If I’m Brett Brown, I’m walking into the locker room on Saturday night and I’m picking up a dry erase marker and I’m writing those three words in big bold letters so that each of my players can see them. It might not be Gene Hackman with a tape measure, but it should remind the Sixers that they have a lot more to play for than banners and rings and pride.

When Joel Embiid and Ben Simmons and the gang take the court inside the NBA’s makeshift magic kingdom on Saturday night, they will do so in the name of a city that is in desperate need of something to feel good about. In that regard, Philadelphia is like a lot of other places in this country. From New York to Portland, from Minneapolis to Atlanta, the last five months have placed placed a near constant strain on the seams of our patchwork nation. We’ve watched more than 152,000 of our countrymen die at the hands of a virus, and we’ve watched them die at the hands of police, and all the while we’ve wrestled with the contradictions exposed by our country’s inability to stop neither.

I suspect it is the contradictions that make the current moment feel so unrelenting. We are problem-solving creatures by nature, endowed with minds that crave certainty, and that exude anxiety in its absence. We are not programmed to accept a lack of clear and coherent solutions. Some people cope by insisting there is one. Others cope by insisting that one ain’t it. After five months of this sort of back-and-forth, I’m not sure we have enough energy to realize how exhausted all of us are.

Where Philadelphians differentiate themselves from the population at large is the level to which they utilize spectator sports as an outlet. In normal times, there is a level of charm in that characteristic. But these are not normal times, and they’re particularly precarious for anyone who incorporates sports into his or her identity. Because, as you may have noticed, sports have had a rough go of it lately.

On Thursday, the local baseball team postponed another series, and it is getting increasingly difficult to envision the sport making it through the season. Earlier in the week, the local football team learned that one of its wide receivers was among a flurry of NFL veterans who had decided to sit out the upcoming season. Not long afterward, the team learned that its starting right tackle had tested positive for COVID-19. At this point, the NFL’s herculean single-mindedness is the only reason to think that the Eagles might yet play football.

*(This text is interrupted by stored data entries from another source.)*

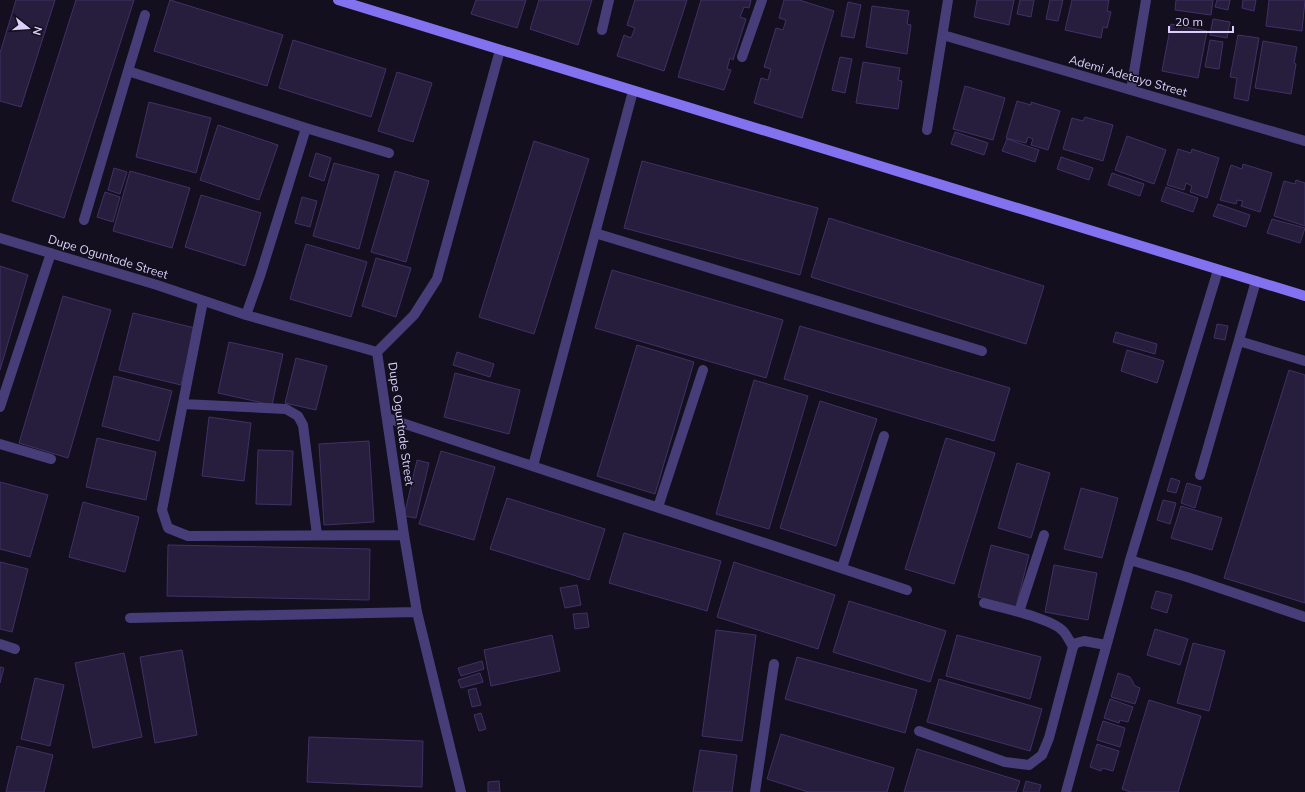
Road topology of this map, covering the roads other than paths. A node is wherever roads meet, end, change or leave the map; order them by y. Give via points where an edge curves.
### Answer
1 (338, 0) edge
2 (609, 0) edge
3 (762, 0) edge
4 (948, 0) edge
5 (1146, 0) edge
6 (145, 15) dead end
7 (602, 30) dead end
8 (943, 35) junction
9 (500, 50) junction
10 (742, 57) dead end
11 (128, 72) junction
12 (1130, 90) junction
13 (633, 91) junction
14 (306, 128) junction
15 (927, 130) dead end
16 (1305, 141) edge
17 (389, 153) dead end
18 (84, 220) dead end
19 (595, 233) junction
20 (0, 238) edge
21 (51, 253) junction
22 (1218, 270) junction
23 (1256, 281) junction
24 (1305, 296) edge
25 (203, 301) junction
26 (246, 315) junction
27 (1239, 341) junction
28 (982, 351) dead end
29 (377, 352) junction
30 (1305, 361) edge
31 (704, 370) dead end
32 (183, 404) junction
33 (0, 408) edge
34 (387, 418) junction
35 (884, 436) dead end
36 (0, 444) edge
37 (51, 459) dead end
38 (533, 466) junction
39 (1200, 475) dead end
40 (658, 507) junction
41 (317, 535) junction
42 (404, 535) junction
43 (1044, 535) dead end
44 (1130, 560) junction
45 (842, 568) junction
46 (907, 590) dead end
47 (984, 603) dead end
48 (417, 612) junction
49 (1019, 612) junction
50 (1305, 617) edge
51 (130, 618) dead end
52 (0, 644) edge
53 (1106, 645) junction
54 (1073, 647) junction
55 (15, 649) dead end
56 (774, 664) dead end
57 (919, 731) dead end
58 (461, 792) edge
59 (755, 792) edge
60 (1066, 792) edge

1 - 9 street
2 - 7 street
3 - 10 street
4 - 8 street
5 - 12 street
6 - 11 street
8 - 12 street, Ademi Adetayo Street
8 - 15 street
9 - 13 street
9 - 29 street via 437,279 414,315
11 - 14 street
11 - 18 street
12 - 16 street, Ademi Adetayo Street
13 - 19 street
13 - 22 street
14 - 17 street
14 - 26 street
19 - 28 street
19 - 38 street
20 - 21 street, Dupe Oguntade Street
21 - 25 street, Dupe Oguntade Street
21 - 33 street
22 - 23 street
22 - 44 street
23 - 24 street
23 - 27 street
25 - 26 street, Dupe Oguntade Street
25 - 32 street
26 - 29 street, Dupe Oguntade Street
27 - 30 street
27 - 39 street
29 - 34 street, Dupe Oguntade Street
31 - 40 street
32 - 41 street via 286,410 298,416 303,425
32 - 41 street via 162,510 168,528 188,536
34 - 38 street
34 - 42 street, Dupe Oguntade Street
35 - 45 street
36 - 37 street
38 - 40 street
40 - 45 street
41 - 42 street
42 - 48 street, Dupe Oguntade Street
43 - 49 street
44 - 50 street
44 - 53 street
45 - 46 street
47 - 49 street
48 - 51 street
48 - 58 street, Dupe Oguntade Street
49 - 54 street via 1054,624 1063,631
52 - 55 street
53 - 54 street via 1084,641 1076,643
53 - 60 street
54 - 57 street via 1049,738 1042,755 1030,765 1005,762
56 - 59 street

All of this means it could fall on the shoulders of the Sixers to carry us through the early stages of autumn. While the Flyers deserve some consideration, the NBA’s decision to stage a traditional postseason makes it much easier to accept the legitimacy of its eventual champion. That could change in a hurry. All it would take is a COVID outbreak inside the league’s Disney World bubble. Or a single superstar missing a series. Still, at least for the moment, the Sixers will embark on a journey that is a serious, if strange, opportunity.

“To think that you can provide some level of relief, some level of entertainment, some reclaiming of memories that you used to have of watching your favorite team, of watching sports, of watching NBA basketball,” Brown, the Sixers coach, said Thursday. “To be a part of that, to have that opportunity, I think about it a lot.”

On several occasions over the last few months, I’ve used this column to express my belief that our professional sports leagues should do everything in their power to play (safely) on. Each time, I’ve received a handful of replies admonishing me for portraying sports as a necessity.

In at least once sense, the finger-waggers are correct. The inability to watch sports pales in comparison to the life-and-death struggle we’ve watched play out this spring and summer. But I struggle to see the logic in using sports as an inessential rebuttal when you consider all of the other things in life that are inessential. It’s just sports, it’s just music, it’s just a movie, it’s just a job, it’s just a vacation. Start stripping life of all its unnecessary components and pretty soon all that remains is a perpetual fixation on survival.

These have been five long months, and the next three could be even longer. The start of the school year is a month away. Beyond that, the return of flu season. Factor in a presidential election and autumn could easily devolve into chaos.

For a lot of people in this city, three months of Sixers basketball would be a welcomed way to escape the turmoil. I guess that makes us like the NBA, in that we could really use a bubble.